This year’s Volunteer of the Year is Amelia Sturgill. It is because of the dedication and tireless work of volunteers like Sturgill that Tennessee 4-H is able to thrive.
For the last seven years, Sturgill has served as a volunteer for Fentress County 4-H, volunteering at camp, coaching the Wildlife Judging Team, and chaperoning numerous Honor Club and All Star Events. Sturgill always steps up to the plate and serves as a judge for county 4-H events when needed and provides support for her students.
Sturgill has been an educator for 27 years, teaching special education, pre-K and most recently, technology.
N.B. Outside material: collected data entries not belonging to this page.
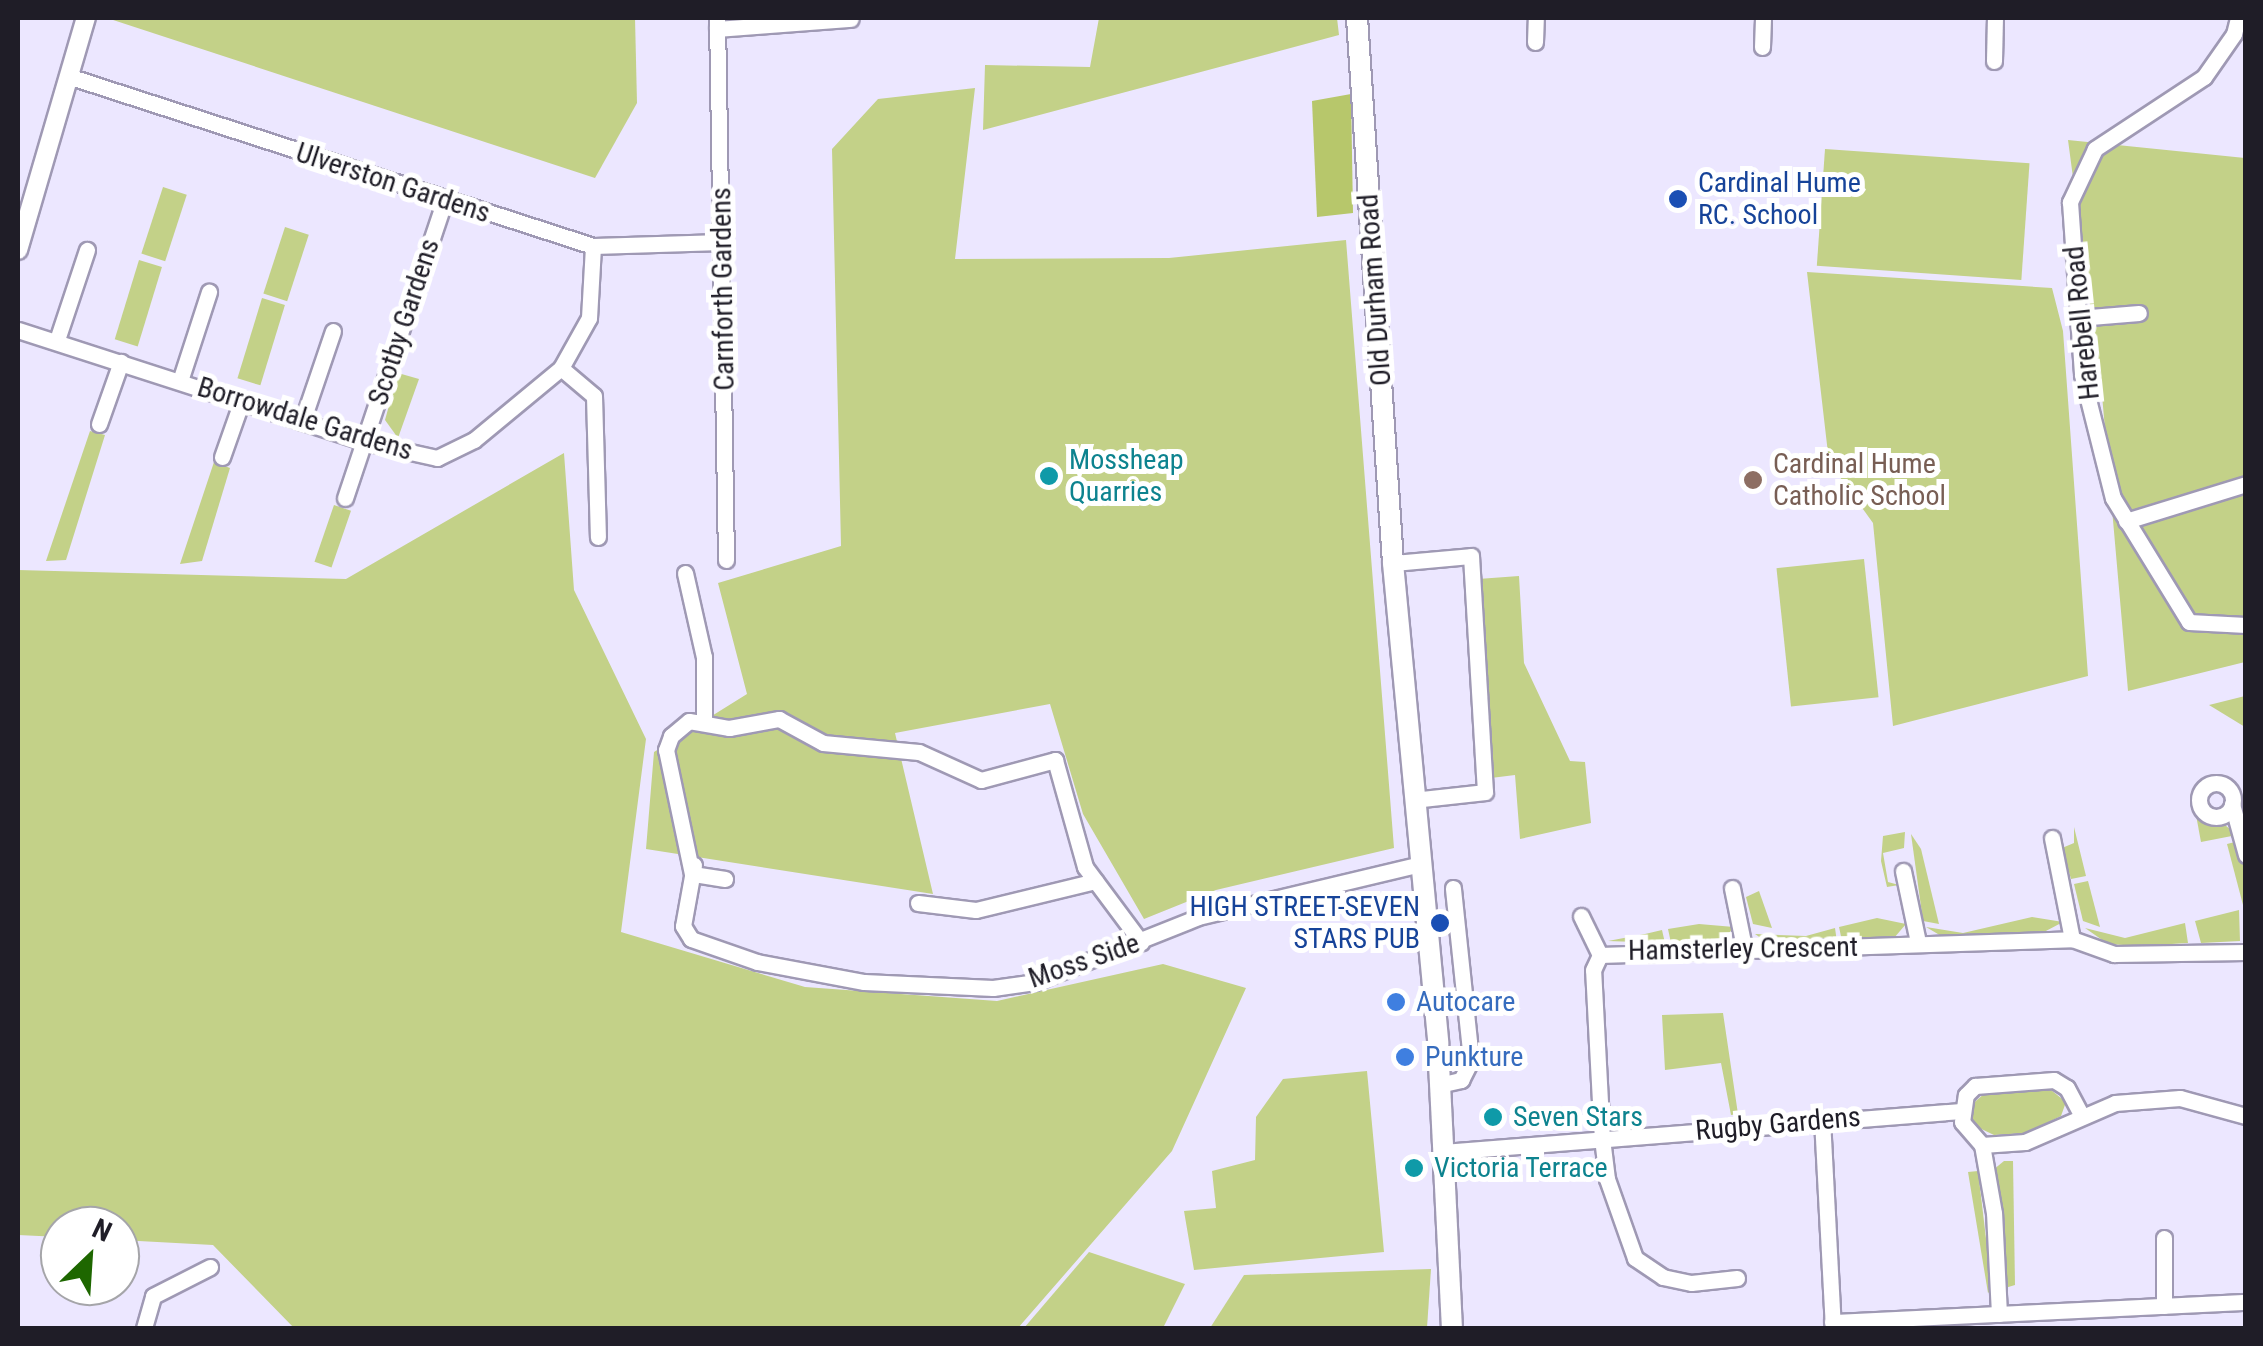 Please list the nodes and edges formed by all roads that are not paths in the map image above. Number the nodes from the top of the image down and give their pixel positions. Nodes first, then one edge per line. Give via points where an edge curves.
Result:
1 (86, 18) edge
2 (1357, 18) edge
3 (1536, 18) edge
4 (1763, 18) edge
5 (1995, 18) edge
6 (2238, 18) edge
7 (851, 19) edge
8 (717, 23) edge
9 (1535, 42) dead end
10 (1762, 47) dead end
11 (1994, 60) dead end
12 (72, 77) junction
13 (444, 202) junction
14 (22, 222) edge
15 (722, 242) junction
16 (593, 246) junction
17 (18, 250) edge
18 (86, 250) dead end
19 (210, 292) dead end
20 (2139, 313) dead end
21 (2078, 318) junction
22 (18, 330) edge
23 (333, 331) dead end
24 (57, 340) junction
25 (121, 362) junction
26 (561, 368) junction
27 (180, 381) junction
28 (241, 402) junction
29 (302, 422) junction
30 (99, 424) dead end
31 (365, 442) junction
32 (222, 457) dead end
33 (2246, 484) edge
34 (345, 498) dead end
35 (2126, 521) junction
36 (598, 537) dead end
37 (726, 560) dead end
38 (1393, 563) junction
39 (685, 573) dead end
40 (2246, 625) edge
41 (704, 722) junction
42 (1413, 800) junction
43 (2232, 804) dead end
44 (2052, 838) dead end
45 (2246, 855) edge
46 (1421, 864) junction
47 (693, 870) junction
48 (1902, 871) dead end
49 (725, 879) dead end
50 (1096, 881) junction
51 (1453, 888) dead end
52 (1732, 888) dead end
53 (918, 903) dead end
54 (1580, 916) dead end
55 (2072, 939) junction
56 (1141, 942) junction
57 (1918, 942) junction
58 (1744, 946) junction
59 (2246, 952) edge
60 (1600, 956) junction
61 (1439, 1084) junction
62 (1961, 1111) junction
63 (2081, 1114) junction
64 (2246, 1116) edge
65 (1822, 1119) junction
66 (1602, 1140) junction
67 (1982, 1145) junction
68 (1442, 1152) junction
69 (2164, 1238) dead end
70 (210, 1267) dead end
71 (1737, 1278) dead end
72 (2246, 1302) edge
73 (2164, 1306) junction
74 (1999, 1314) junction
75 (1833, 1325) edge
76 (144, 1328) edge
77 (1452, 1328) edge

1 - 12 street
2 - 38 main road, Old Durham Road
3 - 9 street
4 - 10 street
5 - 11 street
6 - 21 street, Harebell Road via 2204,77 2095,149 2070,202
7 - 8 street
8 - 15 street, Carnforth Gardens
12 - 13 street, Ulverston Gardens
12 - 14 street
13 - 16 street, Ulverston Gardens
13 - 31 street, Scotby Gardens
14 - 17 street
15 - 16 street, Ulverston Gardens
15 - 37 street, Carnforth Gardens
16 - 26 street, Borrowdale Gardens via 589,318
18 - 24 street
19 - 27 street
20 - 21 street
21 - 35 street, Harebell Road via 2082,375 2113,498
22 - 24 street, Borrowdale Gardens
23 - 29 street
24 - 25 street, Borrowdale Gardens
25 - 27 street, Borrowdale Gardens
25 - 30 street
26 - 31 street, Borrowdale Gardens via 474,440 438,458
26 - 36 street via 594,396
27 - 28 street, Borrowdale Gardens
28 - 29 street, Borrowdale Gardens
28 - 32 street
29 - 31 street, Borrowdale Gardens
31 - 34 street, Scotby Gardens
33 - 35 street
35 - 40 street, Harebell Road via 2189,622
38 - 42 main road, Old Durham Road
38 - 42 street via 1471,556 1485,792
39 - 41 street via 704,658
41 - 47 street via 678,729 666,750
41 - 50 street via 729,728 779,719 822,743 919,752 981,780 1055,760 1066,813
42 - 46 main road, Old Durham Road
43 - 45 street
44 - 55 street
46 - 56 street, Moss Side via 1198,917
46 - 61 main road, Old Durham Road
47 - 49 street
47 - 56 street, Moss Side via 683,926 692,939 757,962 864,982 993,988 1035,982
48 - 57 street
50 - 53 street via 976,910
50 - 56 street
51 - 61 street via 1471,1060 1460,1080
52 - 58 street
54 - 60 street
55 - 57 street, Hamsterley Crescent
55 - 59 street, Hamsterley Crescent via 2114,954
57 - 58 street, Hamsterley Crescent via 1770,953
58 - 60 street, Hamsterley Crescent
60 - 66 street, Hamsterley Crescent via 1592,970
61 - 68 main road, Old Durham Road
62 - 63 street via 1974,1086 2054,1080 2067,1088
62 - 65 street, Rugby Gardens
62 - 67 street via 1966,1131
63 - 64 street via 2115,1103 2180,1098
63 - 67 street via 2025,1142
65 - 66 street, Rugby Gardens
65 - 75 street
66 - 68 street, Rugby Gardens
66 - 71 street, Hamsterley Crescent via 1607,1180 1636,1258 1663,1276 1691,1283
67 - 74 street via 1996,1231
68 - 77 main road, Old Durham Road
69 - 73 street
70 - 76 street via 153,1296
72 - 73 street
73 - 74 street
74 - 75 street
Through her work with camp, Honor Club and judging teams, Sturgill assists around 95 students, preparing them for speeches and demonstrations, providing encouragement, and offering guidance on how to handle both victories and setbacks.
“One of the most important lessons that I learned from my time in 4-H was how to win graciously and lose with dignity. Not winning is not a failure, but an opportunity to do better next time,” says Sturgill. “It’s not the ribbon, medal or silver bowl that is important, but the skills gained, lessons learned and how you use them in the future that matter.”
For Sturgill one of the most rewarding parts of serving as a volunteer is watching future generations of 4-H’ers develop into well-rounded adults as they work together to “make the best better.” Additionally, volunteering for 4-H has become a family affair, allowing Sturgill to work with her daughter in her project work.
“Through volunteering in 4-H, I have the opportunity to provide support for my daughter, her friends and my students when they are preparing 4-H speeches and demonstrations or participating in Clover Bowl and judging teams,” explains Sturgill.
Sturgill’s tireless work and dedication to Tennessee 4-H is greatly appreciated, and this recognition of Volunteer of the Year is well deserved.
Q & A with Amelia Sturgill
Where did you grow up and what 4-H Club were you part of?
I was born and raised in Fentress County, Tennessee. I was an active member of the Fentress County 4-H program.
What 4-H activities were you involved in?
My main 4-H projects were Citizenship, Leadership, Public Speaking, Bicycle Safety, and Food and Nutrition. I was a member of the Fentress County 4-H Honor Club and District IV All Stars and a Vol State recipient. I was also a member of several judging teams, lead many project groups, competed at the local, district and state levels, attended Congress and Roundup, served as a teen leader at camp, and helped complete many service projects.
What was the biggest lesson you learned during your time in 4-H?
One of the most important lessons that I learned from my time in 4-H was how to win graciously and lose with dignity. Not winning is not a failure, but an opportunity to do better next time.
What is the thing that you are most proud of in your career?
My whole life, I wanted to become a teacher and work with young people. I am so blessed to get to spend time with them and help them grow into young adults. Through volunteering in 4-H, I have the opportunity to provide support for my daughter, her friends and my students when they are preparing 4-H speeches and demonstrations or participating in Clover Bowl and judging teams, as well as many other events and activities.
If you could give one piece of advice to a 4-H student, what would it be?
It’s not the ribbon, medal or silver bowl that is important, but the skills gained, lessons learned and how you use them in the future.
How has 4-H impacted your life even after you graduated from the program?
My involvement in 4-H helped me develop the courage and skills needed to be a successful leader as an adult. In addition to being a 4-H volunteer, I am a teacher, an elder in my church, a Girl Scout Leader and serve as a Service Unit Manager of all the troops in Fentress County. I am also a member of my school leadership and crisis teams. I feel that my 4-H career trained me for these positions.
Why is it so important to you to continue to donate to 4-H and what message would you have for recent alumni about giving back to the program?
It is amazing to watch 4-H’ers of today grow and develop into young adults. Volunteering, coaching, leading and giving back to 4-H is our way to help “Make the Best Better.”
Where are some interesting places you’ve been or things that you have done thanks to the opportunities provided by 4-H?
As a 4-H’er, I made friends from all across the state, many of whom I still keep in touch with today. I believe that being an active member of 4-H also helped me obtain my college dream job of being on camp staff at the Clyde M. York 4-H Camp.
As an adult, I am super excited to finally be getting to attend National 4-H Congress this November! I can’t wait to meet and network with adult leaders, agents and 4-H’ers from other states to share about Tennessee 4-H and learn about what they are doing in their 4-H programs.